Green Diamond Resource Company

 

 

                

                                  GREEN DIAMOND RESOURCE COMPANY

                               Balancing Business with Good Environmental Stewardship

 

 

Today, rental is one of the fastest growing segments of the heavy equipment industry. Peterson customer Green Diamond Resource Company is one of the many reasons why. With a regulated and shortened work season, high equipment availability is crucial to the success of their operation. “We used to own all the equipment we ran in the woods,” explains Jim Henson, Green Diamond’s Roads Superintendent, “but when our season shrank to six months, we needed higher availability than the 80% we were getting.” For the first few years, the company went with different rental vendors but five years ago, they turned to Peterson. “We’ve been very happy with Peterson. They have more than 400 pieces in their rental fleet and we always get current model Caterpillar machines with very low hours. We’ve bumped up our utilization to 99%, which makes owning our own fleet much less attractive. And, with Peterson’s store right there in Fortuna, breakdowns are no longer a factor. If a piece goes down during our operating season, they backfill it within 24 to 48 hours.”

Many people in California might recognize Green Diamond by their original name: Simpson Timber Co. “In the timber industry, it’s very common, today, to separate timberlands from the mill and manufacturing sides of the business,” explains Henson. “California Redwood Company is our mill and manufacturing side and our timberlands are now called Green Diamond Resource Company.” Today, GDRC owns and operates tree farms in Washington, Oregon and California including 425,000 acres of second and third growth timberland in northwestern California. Their largest California operation at Korbel, runs from Fortuna to Orick and Eureka to South Fork Mt in W. Trinity Co. During the summer season, Korbel Operations runs 10 company logging sides and 15 contract crews.

                   

 

Rentals are a very efficient way to work with a shorter work season.” 

                 - Jim Henson, GDRC Roads Superintendent

 

 

Green Diamond has been successful throughout its 118-year history for many reasons. Besides working smart, they’ve adapted to the shifting demands of their industry. Simpson was one of the first companies to step up to the plate over the Northern Spotted Owl. They acquired a Habitat Conservation Plan [HCP] for the spotted owl in 1990, shortly after it was listed as a threatened species. Since then, Green Diamond has spent millions of dollars on two additional conservation plans for fish and aquatic life on their property: an Aquatic HCP in Washington, and one in California. It took ten years to complete preparation, by GDRC, for the California plans approval by the National Marine Fisheries Service and U.S. Fish and Wildlife Service. “Green Diamond views these agreements as a way to secure the management of their property,” explains Henson. “In exchange for certain concessions on management decisions, GDRC gets long-range security to harvest their timber. Under the plan, we have to spend at least $2.5 million a year on road repairs, but that’s something we’ve been doing for several years anyway.”

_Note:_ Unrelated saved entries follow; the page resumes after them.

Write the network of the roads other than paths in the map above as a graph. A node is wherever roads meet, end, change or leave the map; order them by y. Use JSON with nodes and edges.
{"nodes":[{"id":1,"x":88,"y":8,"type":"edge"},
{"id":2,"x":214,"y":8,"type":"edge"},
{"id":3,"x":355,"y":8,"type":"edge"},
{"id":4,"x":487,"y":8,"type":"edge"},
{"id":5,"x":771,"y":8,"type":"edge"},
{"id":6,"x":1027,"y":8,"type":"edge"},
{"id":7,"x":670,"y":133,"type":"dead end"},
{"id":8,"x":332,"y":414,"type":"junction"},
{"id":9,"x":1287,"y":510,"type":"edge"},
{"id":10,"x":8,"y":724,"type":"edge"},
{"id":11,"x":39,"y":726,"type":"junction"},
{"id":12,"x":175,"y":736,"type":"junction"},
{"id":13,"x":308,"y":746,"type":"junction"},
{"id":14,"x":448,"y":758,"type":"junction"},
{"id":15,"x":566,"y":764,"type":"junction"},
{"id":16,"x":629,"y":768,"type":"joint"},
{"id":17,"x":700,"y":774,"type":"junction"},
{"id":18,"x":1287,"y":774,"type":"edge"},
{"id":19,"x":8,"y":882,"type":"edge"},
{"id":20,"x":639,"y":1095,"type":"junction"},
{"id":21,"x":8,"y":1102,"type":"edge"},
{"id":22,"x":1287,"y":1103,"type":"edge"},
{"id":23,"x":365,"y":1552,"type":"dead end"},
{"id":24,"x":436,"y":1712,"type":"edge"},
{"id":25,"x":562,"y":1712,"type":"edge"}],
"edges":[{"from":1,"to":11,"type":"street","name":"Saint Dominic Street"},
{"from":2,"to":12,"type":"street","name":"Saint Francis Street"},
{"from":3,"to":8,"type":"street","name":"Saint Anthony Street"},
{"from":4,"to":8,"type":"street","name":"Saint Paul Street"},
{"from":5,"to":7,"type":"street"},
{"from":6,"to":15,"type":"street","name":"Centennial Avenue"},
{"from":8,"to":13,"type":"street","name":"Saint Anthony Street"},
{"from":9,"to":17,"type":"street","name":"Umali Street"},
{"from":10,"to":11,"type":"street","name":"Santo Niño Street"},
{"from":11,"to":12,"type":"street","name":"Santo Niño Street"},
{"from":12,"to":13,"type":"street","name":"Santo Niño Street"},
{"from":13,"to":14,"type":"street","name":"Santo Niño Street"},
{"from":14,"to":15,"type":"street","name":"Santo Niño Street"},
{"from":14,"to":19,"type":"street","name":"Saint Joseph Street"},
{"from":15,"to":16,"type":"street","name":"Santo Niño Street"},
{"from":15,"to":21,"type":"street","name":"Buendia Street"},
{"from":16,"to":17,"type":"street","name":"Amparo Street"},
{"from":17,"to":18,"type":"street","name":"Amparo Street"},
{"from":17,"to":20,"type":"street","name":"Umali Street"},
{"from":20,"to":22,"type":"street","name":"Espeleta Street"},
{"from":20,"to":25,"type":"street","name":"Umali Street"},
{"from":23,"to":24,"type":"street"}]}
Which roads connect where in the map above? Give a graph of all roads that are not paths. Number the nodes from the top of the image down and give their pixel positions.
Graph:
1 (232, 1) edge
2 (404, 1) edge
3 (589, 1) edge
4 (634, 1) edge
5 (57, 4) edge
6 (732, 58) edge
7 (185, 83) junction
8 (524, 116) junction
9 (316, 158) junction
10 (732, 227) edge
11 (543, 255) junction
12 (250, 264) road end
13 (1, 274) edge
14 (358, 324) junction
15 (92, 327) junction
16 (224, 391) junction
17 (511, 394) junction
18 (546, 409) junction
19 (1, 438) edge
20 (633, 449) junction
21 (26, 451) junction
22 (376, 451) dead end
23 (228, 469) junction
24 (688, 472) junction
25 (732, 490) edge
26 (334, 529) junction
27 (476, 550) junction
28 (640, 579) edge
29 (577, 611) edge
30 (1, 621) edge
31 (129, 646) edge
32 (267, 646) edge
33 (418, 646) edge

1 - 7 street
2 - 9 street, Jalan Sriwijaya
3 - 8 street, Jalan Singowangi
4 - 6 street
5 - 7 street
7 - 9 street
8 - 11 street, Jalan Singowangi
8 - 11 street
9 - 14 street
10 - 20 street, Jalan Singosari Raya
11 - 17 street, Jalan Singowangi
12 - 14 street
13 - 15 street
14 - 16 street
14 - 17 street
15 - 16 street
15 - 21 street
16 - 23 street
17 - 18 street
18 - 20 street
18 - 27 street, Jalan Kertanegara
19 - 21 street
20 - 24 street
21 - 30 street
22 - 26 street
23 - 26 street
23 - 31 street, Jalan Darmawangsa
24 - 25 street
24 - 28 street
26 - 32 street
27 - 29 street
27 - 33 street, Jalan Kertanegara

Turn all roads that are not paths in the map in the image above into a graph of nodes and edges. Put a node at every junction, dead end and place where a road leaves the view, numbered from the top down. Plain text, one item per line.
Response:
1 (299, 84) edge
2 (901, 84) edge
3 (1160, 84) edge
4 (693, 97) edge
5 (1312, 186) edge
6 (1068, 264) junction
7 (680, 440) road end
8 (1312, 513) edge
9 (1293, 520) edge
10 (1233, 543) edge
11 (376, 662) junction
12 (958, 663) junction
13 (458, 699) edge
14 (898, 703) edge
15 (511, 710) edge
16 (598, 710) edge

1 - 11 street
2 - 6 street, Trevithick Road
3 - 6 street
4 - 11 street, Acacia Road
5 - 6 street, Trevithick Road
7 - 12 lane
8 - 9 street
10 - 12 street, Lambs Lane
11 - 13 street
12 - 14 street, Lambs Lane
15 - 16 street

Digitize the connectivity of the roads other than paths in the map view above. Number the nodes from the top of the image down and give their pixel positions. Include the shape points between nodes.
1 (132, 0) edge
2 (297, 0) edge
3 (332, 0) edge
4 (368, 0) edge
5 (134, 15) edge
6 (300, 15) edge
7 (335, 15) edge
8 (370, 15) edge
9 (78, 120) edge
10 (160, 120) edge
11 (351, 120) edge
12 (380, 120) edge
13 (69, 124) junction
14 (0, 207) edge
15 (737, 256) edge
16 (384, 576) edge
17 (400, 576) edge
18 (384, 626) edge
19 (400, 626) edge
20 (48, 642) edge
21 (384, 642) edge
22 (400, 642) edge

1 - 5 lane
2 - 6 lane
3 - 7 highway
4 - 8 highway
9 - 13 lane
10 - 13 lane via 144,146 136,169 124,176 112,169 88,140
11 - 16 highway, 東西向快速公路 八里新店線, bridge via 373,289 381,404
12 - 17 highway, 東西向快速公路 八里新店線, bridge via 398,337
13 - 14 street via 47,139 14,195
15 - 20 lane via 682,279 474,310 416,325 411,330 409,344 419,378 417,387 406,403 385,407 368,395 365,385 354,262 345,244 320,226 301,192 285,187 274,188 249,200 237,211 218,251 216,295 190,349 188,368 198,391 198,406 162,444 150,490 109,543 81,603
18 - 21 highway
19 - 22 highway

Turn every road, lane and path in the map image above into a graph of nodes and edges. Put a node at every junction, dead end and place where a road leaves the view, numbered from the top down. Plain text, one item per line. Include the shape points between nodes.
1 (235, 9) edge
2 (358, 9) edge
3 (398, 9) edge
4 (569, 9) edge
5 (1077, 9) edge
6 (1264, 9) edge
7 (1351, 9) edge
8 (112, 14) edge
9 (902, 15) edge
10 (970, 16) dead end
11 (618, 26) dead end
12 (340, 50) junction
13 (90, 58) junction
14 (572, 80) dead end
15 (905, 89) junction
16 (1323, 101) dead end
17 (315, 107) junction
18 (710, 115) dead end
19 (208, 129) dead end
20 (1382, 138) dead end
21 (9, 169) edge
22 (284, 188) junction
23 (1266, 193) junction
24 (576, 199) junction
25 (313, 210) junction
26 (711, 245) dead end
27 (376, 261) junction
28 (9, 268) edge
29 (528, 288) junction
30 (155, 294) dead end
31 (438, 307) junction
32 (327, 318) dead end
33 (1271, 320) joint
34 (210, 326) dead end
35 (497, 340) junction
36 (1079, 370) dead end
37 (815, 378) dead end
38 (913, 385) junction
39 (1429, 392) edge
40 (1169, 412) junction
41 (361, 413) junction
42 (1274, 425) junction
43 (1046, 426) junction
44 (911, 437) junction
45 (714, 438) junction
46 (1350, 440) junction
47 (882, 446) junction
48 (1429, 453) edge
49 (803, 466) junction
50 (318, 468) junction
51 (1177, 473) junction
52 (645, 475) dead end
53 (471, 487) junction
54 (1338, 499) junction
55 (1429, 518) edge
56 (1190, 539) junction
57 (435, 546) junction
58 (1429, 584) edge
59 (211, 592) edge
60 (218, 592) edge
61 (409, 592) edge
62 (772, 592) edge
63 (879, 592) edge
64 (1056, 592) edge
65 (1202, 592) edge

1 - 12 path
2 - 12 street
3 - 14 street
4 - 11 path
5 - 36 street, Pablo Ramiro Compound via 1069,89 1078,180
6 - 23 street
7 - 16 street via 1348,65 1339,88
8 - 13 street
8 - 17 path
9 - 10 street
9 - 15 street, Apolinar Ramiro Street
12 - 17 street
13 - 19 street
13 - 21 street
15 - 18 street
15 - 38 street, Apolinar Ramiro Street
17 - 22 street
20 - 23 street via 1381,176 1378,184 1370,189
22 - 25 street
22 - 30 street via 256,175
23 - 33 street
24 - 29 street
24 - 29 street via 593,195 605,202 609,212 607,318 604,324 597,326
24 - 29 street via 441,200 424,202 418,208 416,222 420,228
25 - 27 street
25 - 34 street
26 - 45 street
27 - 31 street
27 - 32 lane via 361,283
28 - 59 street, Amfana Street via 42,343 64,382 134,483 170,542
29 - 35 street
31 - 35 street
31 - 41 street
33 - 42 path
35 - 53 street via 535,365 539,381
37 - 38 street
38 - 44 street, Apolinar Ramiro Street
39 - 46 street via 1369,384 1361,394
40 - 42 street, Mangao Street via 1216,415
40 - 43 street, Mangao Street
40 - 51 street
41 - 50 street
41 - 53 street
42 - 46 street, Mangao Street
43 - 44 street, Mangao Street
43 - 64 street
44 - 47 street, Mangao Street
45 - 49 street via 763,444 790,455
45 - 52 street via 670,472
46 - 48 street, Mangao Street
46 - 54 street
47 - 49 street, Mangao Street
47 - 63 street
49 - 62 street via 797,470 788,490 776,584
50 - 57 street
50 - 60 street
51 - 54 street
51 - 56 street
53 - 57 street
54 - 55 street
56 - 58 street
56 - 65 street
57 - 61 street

As a career tractor man, Bill Murray, Peterson’s Northern Territory Rental Manager, has absorbed the forestry business by association. “The companies that have survived the logging crunch are doing very well. Green Diamond has been very successful by being proactive with the various government agencies. They have a very strategic approach that partners with, instead of fighting against, the agencies that many still struggle with. They have their own wild life departments, their own nurseries. They study this thing right down to the seed.”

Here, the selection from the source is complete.